- Chapel of Garioch Location within Aberdeenshire
- Council area: Aberdeenshire;
- Lieutenancy area: Aberdeenshire;
- Country: Scotland
- Sovereign state: United Kingdom
- Post town: INVERURIE
- Postcode district: AB51
- Police: Scotland
- Fire: Scottish
- Ambulance: Scottish
- UK Parliament: Gordon and Buchan;
- Scottish Parliament: Aberdeenshire West;

= Chapel of Garioch =

Hamlet in Aberdeenshire, Scotland

Chapel of Garioch is a hamlet in Aberdeenshire, Scotland, located 4 mi west of Inverurie. The Balquhain stone circle is nearby.

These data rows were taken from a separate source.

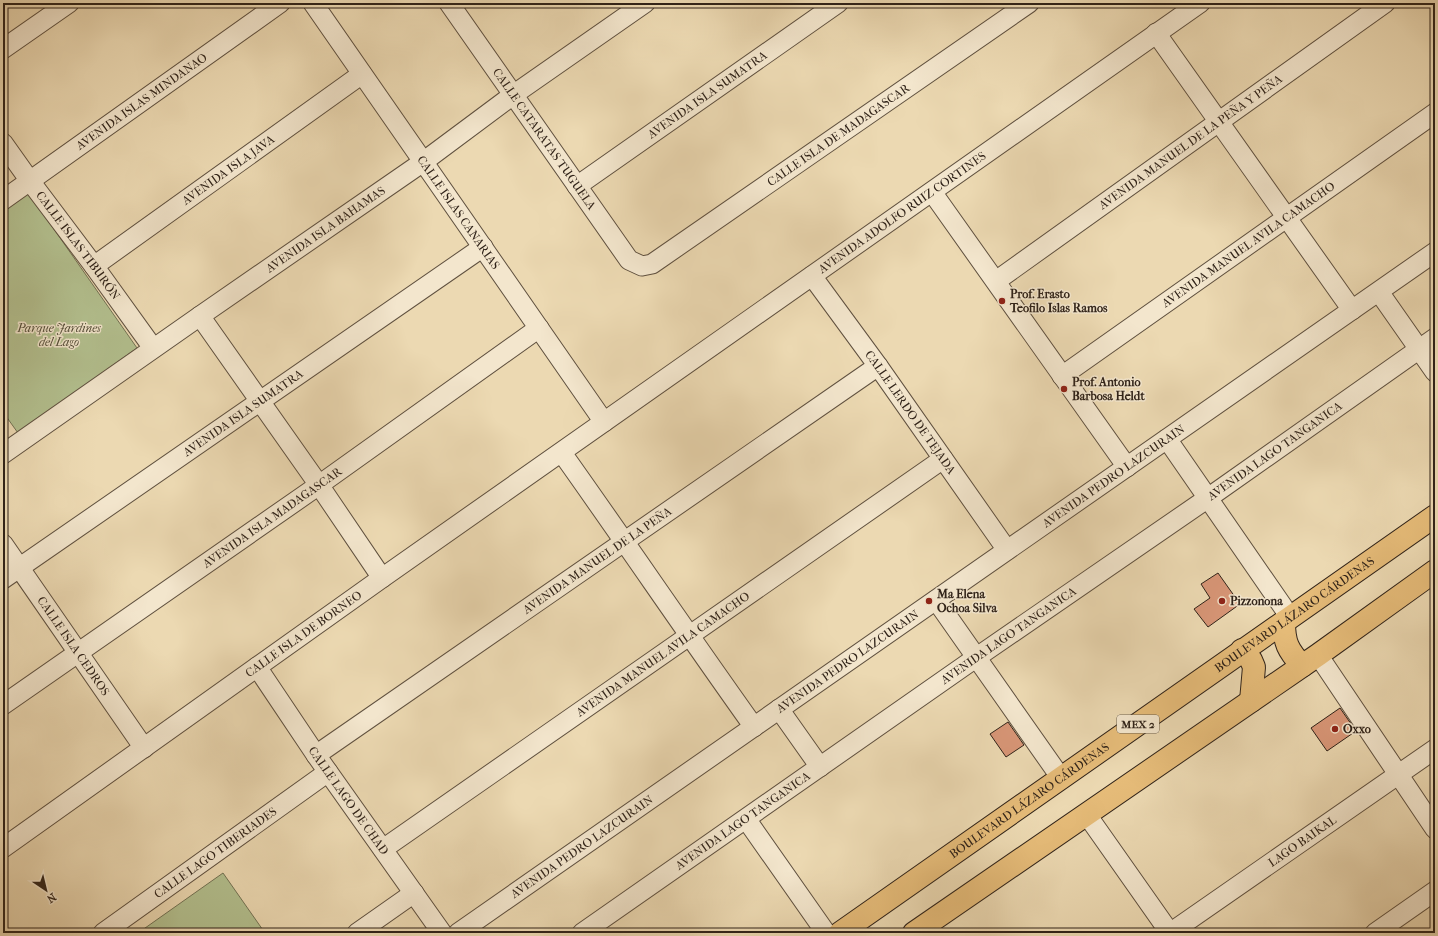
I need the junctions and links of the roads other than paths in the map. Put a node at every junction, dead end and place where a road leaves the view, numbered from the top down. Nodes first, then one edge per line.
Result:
1 (69, 3) edge
2 (280, 3) edge
3 (313, 3) edge
4 (645, 3) edge
5 (1029, 3) edge
6 (1200, 3) edge
7 (1385, 3) edge
8 (453, 5) edge
9 (829, 6) edge
10 (1156, 33) junction
11 (3, 50) edge
12 (362, 74) junction
13 (513, 95) junction
14 (1435, 112) edge
15 (1219, 122) junction
16 (3, 143) edge
17 (423, 162) junction
18 (30, 181) junction
19 (577, 186) junction
20 (932, 192) junction
21 (3, 200) edge
22 (1287, 218) junction
23 (482, 247) junction
24 (1435, 252) edge
25 (94, 266) junction
26 (646, 266) joint
27 (812, 276) junction
28 (996, 281) junction
29 (1379, 292) junction
30 (1352, 310) junction
31 (200, 316) junction
32 (539, 328) junction
33 (1435, 338) edge
34 (153, 348) junction
35 (1419, 349) junction
36 (878, 366) junction
37 (1435, 372) edge
38 (1062, 376) junction
39 (259, 402) junction
40 (604, 422) junction
41 (1167, 439) junction
42 (5, 449) edge
43 (562, 453) junction
44 (943, 459) junction
45 (1127, 467) junction
46 (319, 485) junction
47 (1208, 498) junction
48 (1435, 516) edge
49 (626, 542) junction
50 (3, 544) edge
51 (1007, 550) junction
52 (20, 568) junction
53 (1435, 572) edge
54 (382, 578) junction
55 (3, 579) edge
56 (936, 600) junction
57 (1287, 619) junction
58 (689, 636) junction
59 (1242, 650) junction
60 (78, 654) junction
61 (977, 657) junction
62 (1310, 660) junction
63 (257, 667) junction
64 (1251, 701) junction
65 (3, 705) edge
66 (779, 709) junction
67 (754, 727) junction
68 (144, 748) junction
69 (1435, 749) edge
70 (316, 755) junction
71 (820, 767) junction
72 (328, 772) junction
73 (1399, 775) junction
74 (1061, 778) junction
75 (1087, 815) junction
76 (746, 819) junction
77 (1435, 829) edge
78 (3, 848) edge
79 (383, 849) junction
80 (1435, 891) edge
81 (414, 893) junction
82 (103, 933) edge
83 (357, 933) edge
84 (442, 933) edge
85 (458, 933) edge
86 (582, 933) edge
87 (826, 933) edge
88 (840, 933) edge
89 (914, 933) edge
90 (1170, 933) edge
91 (1374, 933) edge

1 - 11 street
2 - 18 street, AVENIDA ISLAS MINDANAO
3 - 12 street, CALLE ISLAS CANARIAS
4 - 13 street, AVENIDA ISLA BAHAMAS
5 - 26 street, CALLE ISLA DE MADAGASCAR
6 - 10 street, AVENIDA ADOLFO RUIZ CORTINES
7 - 15 street, AVENIDA MANUEL DE LA PEÑA Y PEÑA
8 - 13 street, CALLE CATARATAS TUGUELA
9 - 19 street, AVENIDA ISLA SUMATRA
10 - 15 street
10 - 20 street, AVENIDA ADOLFO RUIZ CORTINES
12 - 17 street, CALLE ISLAS CANARIAS
12 - 25 street, AVENIDA ISLA JAVA
13 - 17 street, AVENIDA ISLA BAHAMAS
13 - 19 street, CALLE CATARATAS TUGUELA
14 - 22 street, AVENIDA MANUEL AVILA CAMACHO
15 - 22 street
15 - 28 street, AVENIDA MANUEL DE LA PEÑA Y PEÑA
16 - 18 street, CALLE ISLAS TIBURÓN
17 - 23 street, CALLE ISLAS CANARIAS
17 - 31 street, AVENIDA ISLA BAHAMAS
18 - 21 street, AVENIDA ISLAS MINDANAO
18 - 25 street, CALLE ISLAS TIBURÓN
19 - 26 street, CALLE CATARATAS TUGUELA
20 - 27 street, AVENIDA ADOLFO RUIZ CORTINES
20 - 28 street
22 - 30 street
22 - 38 street, AVENIDA MANUEL AVILA CAMACHO
23 - 32 street, CALLE ISLAS CANARIAS
23 - 39 street, AVENIDA ISLA SUMATRA
24 - 29 street, AVENIDA PEDRO LAZCURAIN
25 - 34 street, CALLE ISLAS TIBURÓN
27 - 36 street, CALLE LERDO DE TEJADA
27 - 40 street, AVENIDA ADOLFO RUIZ CORTINES
28 - 38 street
29 - 30 street, AVENIDA PEDRO LAZCURAIN
29 - 35 street
30 - 41 street, AVENIDA PEDRO LAZCURAIN
31 - 34 street, AVENIDA ISLA BAHAMAS
31 - 39 street
32 - 40 street, CALLE ISLAS CANARIAS
32 - 46 street, AVENIDA ISLA MADAGASCAR
33 - 35 street, AVENIDA LAGO TANGANICA
34 - 42 street, AVENIDA ISLA BAHAMAS
35 - 37 street
35 - 47 street, AVENIDA LAGO TANGANICA
36 - 44 street, CALLE LERDO DE TEJADA
36 - 49 street, AVENIDA MANUEL DE LA PEÑA
38 - 45 street
39 - 46 street
39 - 52 street, AVENIDA ISLA SUMATRA
40 - 43 street, CALLE ISLA DE BORNEO
41 - 45 street, AVENIDA PEDRO LAZCURAIN
41 - 47 street
43 - 49 street
43 - 54 street, CALLE ISLA DE BORNEO
44 - 51 street, CALLE LERDO DE TEJADA
44 - 58 street, AVENIDA MANUEL AVILA CAMACHO
45 - 51 street, AVENIDA PEDRO LAZCURAIN
46 - 54 street
46 - 60 street, AVENIDA ISLA MADAGASCAR
47 - 57 street
47 - 61 street, AVENIDA LAGO TANGANICA
48 - 57 highway, BOULEVARD LÁZARO CÁRDENAS / MEX 2
49 - 58 street
49 - 70 street, AVENIDA MANUEL DE LA PEÑA
50 - 52 street, CALLE ISLA CEDROS
51 - 56 street, AVENIDA PEDRO LAZCURAIN
52 - 55 street, AVENIDA ISLA SUMATRA
52 - 60 street, CALLE ISLA CEDROS
53 - 62 highway
54 - 63 street, CALLE ISLA DE BORNEO
56 - 61 street
56 - 66 street, AVENIDA PEDRO LAZCURAIN
57 - 59 highway, BOULEVARD LÁZARO CÁRDENAS / MEX 2
57 - 62 highway
58 - 67 street
58 - 79 street, AVENIDA MANUEL AVILA CAMACHO
59 - 64 highway
59 - 74 highway, BOULEVARD LÁZARO CÁRDENAS / MEX 2
60 - 65 street, AVENIDA ISLA MADAGASCAR
60 - 68 street, CALLE ISLA CEDROS
61 - 71 street, AVENIDA LAGO TANGANICA
61 - 74 street
62 - 64 highway
62 - 73 street
63 - 68 street, CALLE ISLA DE BORNEO
63 - 70 street, CALLE LAGO DE CHAD
64 - 75 highway
66 - 67 street, AVENIDA PEDRO LAZCURAIN
66 - 71 street
67 - 85 street, AVENIDA PEDRO LAZCURAIN
68 - 78 street, CALLE ISLA DE BORNEO
69 - 73 street, LAGO BAIKAL
70 - 72 street, CALLE LAGO DE CHAD
71 - 76 street, AVENIDA LAGO TANGANICA
72 - 79 street, CALLE LAGO DE CHAD
72 - 82 street, CALLE LAGO TIBERIADES
73 - 77 street
73 - 90 street, LAGO BAIKAL
74 - 88 highway, BOULEVARD LÁZARO CÁRDENAS / MEX 2
75 - 89 highway
75 - 90 street
76 - 86 street, AVENIDA LAGO TANGANICA
76 - 87 street
79 - 81 street, CALLE LAGO DE CHAD
80 - 91 street
81 - 83 street
81 - 84 street, CALLE LAGO DE CHAD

The church, St Mary's Chapel, shares a parish with Blairdaff. It was formerly under the patronage of the local Elphinstone lairds.

Chapel of Garioch is in the West Garioch ward of Aberdeenshire Council.

== History ==
The hamlet was formerly called Logie Durno or Durnock, but was renamed when the chapel was built in the early 17th century.

The Battle of Harlaw was fought here in 1411.

Pittodrie House is a Category B listed building and former seat of the Erskine family. It consists of a medieval tower house (c. 1490), with later Jacobean (1675) and neo-Jacobean (1841) additions.